* _Saved entries_:
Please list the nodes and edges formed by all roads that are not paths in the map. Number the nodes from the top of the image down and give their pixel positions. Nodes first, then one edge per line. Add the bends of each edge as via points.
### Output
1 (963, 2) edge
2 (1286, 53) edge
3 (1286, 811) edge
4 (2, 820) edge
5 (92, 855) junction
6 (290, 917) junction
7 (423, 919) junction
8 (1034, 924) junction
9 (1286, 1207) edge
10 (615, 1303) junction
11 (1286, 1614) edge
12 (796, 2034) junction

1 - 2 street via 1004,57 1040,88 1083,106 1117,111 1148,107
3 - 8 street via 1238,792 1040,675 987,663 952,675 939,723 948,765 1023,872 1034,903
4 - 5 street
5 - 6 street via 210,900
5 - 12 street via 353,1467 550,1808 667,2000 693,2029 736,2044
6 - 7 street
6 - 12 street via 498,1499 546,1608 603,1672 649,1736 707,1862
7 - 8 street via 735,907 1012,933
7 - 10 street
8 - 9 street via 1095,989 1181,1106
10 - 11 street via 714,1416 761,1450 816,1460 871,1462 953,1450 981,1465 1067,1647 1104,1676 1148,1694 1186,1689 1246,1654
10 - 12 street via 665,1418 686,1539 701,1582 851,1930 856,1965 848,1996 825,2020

* _What the task asks_:
Print the records above again, every one, exactly as written.

* _Response_:
Please list the nodes and edges formed by all roads that are not paths in the map. Number the nodes from the top of the image down and give their pixel positions. Nodes first, then one edge per line. Add the bends of each edge as via points.
### Output
1 (963, 2) edge
2 (1286, 53) edge
3 (1286, 811) edge
4 (2, 820) edge
5 (92, 855) junction
6 (290, 917) junction
7 (423, 919) junction
8 (1034, 924) junction
9 (1286, 1207) edge
10 (615, 1303) junction
11 (1286, 1614) edge
12 (796, 2034) junction

1 - 2 street via 1004,57 1040,88 1083,106 1117,111 1148,107
3 - 8 street via 1238,792 1040,675 987,663 952,675 939,723 948,765 1023,872 1034,903
4 - 5 street
5 - 6 street via 210,900
5 - 12 street via 353,1467 550,1808 667,2000 693,2029 736,2044
6 - 7 street
6 - 12 street via 498,1499 546,1608 603,1672 649,1736 707,1862
7 - 8 street via 735,907 1012,933
7 - 10 street
8 - 9 street via 1095,989 1181,1106
10 - 11 street via 714,1416 761,1450 816,1460 871,1462 953,1450 981,1465 1067,1647 1104,1676 1148,1694 1186,1689 1246,1654
10 - 12 street via 665,1418 686,1539 701,1582 851,1930 856,1965 848,1996 825,2020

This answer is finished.